Thomas and his commission colleagues, J.P. Dutton and Josh Meyer, have met with officials connected to the proposed underground storage facility in Monroe County, and with private investors who have purchased properties in Jefferson County once connected to the steel industry.
“Seeing those cooperative efforts get started is definitely one of the highlights of 2017 for me,” Thomas said. “And I expect it to be one of the highlights of 2018, too, with public and private entities coming together to make important things take place in this region. It’s something that’s never happened while I’ve been in office or even just paying attention from the sidelines. It’s never happened.
“Every entity is going to continue developing their cities or counties because that’s what we’re elected to do, but if there’s a chance to help another entity in whatever ways, I have the mindset that we should do that because it’s going to help everyone in the valley anyway,” he said. “Another example is the underground storage facility that’s been proposed for northern Monroe County and the fact that we are helping them with the permit process because that development would be huge for the people of Belmont County, too.”
Would be. Could be.
Despite the positive economic impacts produced by the arrival of the gas and oil industries nearly a decade ago, Thomas still hears negativity from local residents.
“And, in my opinion, we have to stay positive. That’s very important,” Thomas insisted. “And we have to stay positive in spite of the obstacles that will always be there. For example, I know people are growing impatient about the cracker decision by the officials of PTT Global. That impatience is allowing some people to adopt that old attitude that nothing good ever happens here.
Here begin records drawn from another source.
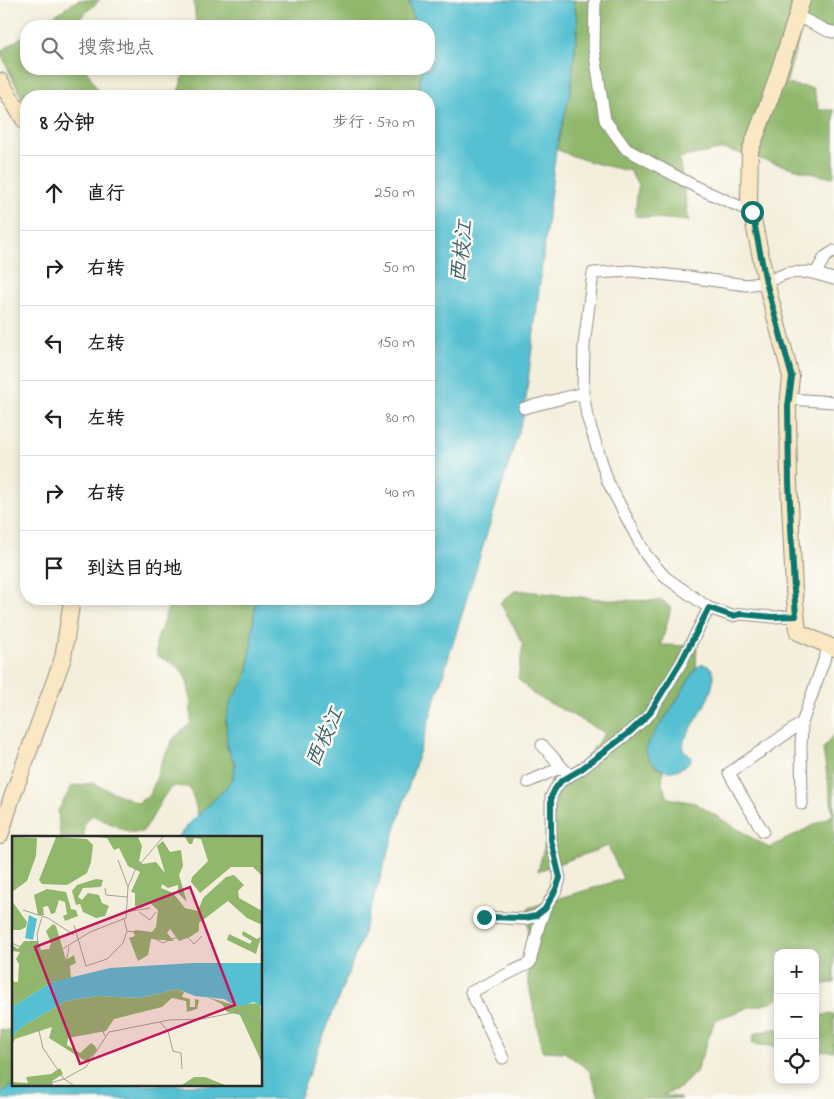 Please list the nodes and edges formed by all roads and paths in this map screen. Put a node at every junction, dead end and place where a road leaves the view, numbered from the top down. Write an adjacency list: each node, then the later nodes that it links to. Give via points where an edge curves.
1 (595, 0): 6 (street, via 594,50 605,120 620,142 626,149 690,184)
2 (800, 8): 3 (street, via 828,31); 6 (street, via 750,151 749,200)
3 (834, 32)
4 (0, 81): 5 (street)
5 (20, 113)
6 (752, 212): 10 (street)
7 (834, 251): 8 (street, via 825,257)
8 (815, 274): 9 (street); 10 (street, via 787,273)
9 (834, 279)
10 (766, 282): 11 (street, via 746,285 631,271 593,273 584,345); 12 (street, via 792,377)
11 (583, 393): 14 (street); 16 (street, via 608,482 646,555 665,577)
12 (789, 399): 13 (street); 17 (street, via 789,482)
13 (834, 402)
14 (524, 408)
15 (71, 605): 25 (street, via 63,658)
16 (709, 608): 17 (street, via 732,616); 21 (street, via 649,714 580,770)
17 (796, 616): 18 (street, via 798,632)
18 (832, 647): 19 (street)
19 (802, 723): 23 (street); 24 (street, via 729,774)
20 (542, 745): 21 (street)
21 (566, 772): 22 (street); 26 (street, via 551,797 551,840 560,878)
22 (528, 782)
23 (802, 804)
24 (763, 831)
25 (0, 836)
26 (545, 909): 27 (street, via 536,916 525,918); 28 (street, via 530,963 471,992)
27 (484, 917)
28 (503, 1058)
“Have we been disappointed in the past? Yes, we have been. Is that a reason to be negative about the cracker proposal? I personally don’t think so,” he continued. “I really don’t know if we will be offered a final decision by the end of the year, but one way or another I can tell you that the Belmont County Commission is prepared to move forward with the plant, or without it. That’s because we’ll either have a very good economy in the next 10 years without it, or it’s going to be an outstanding economy here in 10 years with it.”
Representatives of JobsOhio, the private economic development arm of state government created in 2011 by Gov. John Kasich, has consistently communicated with top officials of PTT Global-America, so that means Thomas is awaiting the final decision just like everyone else within the tri-state region. One cracker is already in development in Beaver County, Pa., and other such developments have been proposed in the Parkersburg and Charleston areas, too.
“If, for whatever reasons, PTT’s answer is no, then I can tell you we will move on to the next company because something else will come there. I am very confident about that,” Thomas said. “And regardless of that, we still have a lot of positive things taking place in this region right now. I really believe something pretty awesome is going to happen in this area in the next few years.
“It’s been three years since we were informed that PTT had selected the Dilles Bottom site as the one they would investigate, and since then the company has spent more than $100 million examining it, and they purchased the First Energy property for $114 million,” he said. “I think we need to remind ourselves that what is under consideration here is a $6 billion investment. It’s a big decision so I am not surprised the company’s officials are taking their time with making that decision. It’s easy for us to be impatient about the final decision, but, in the end, it’s not our money.”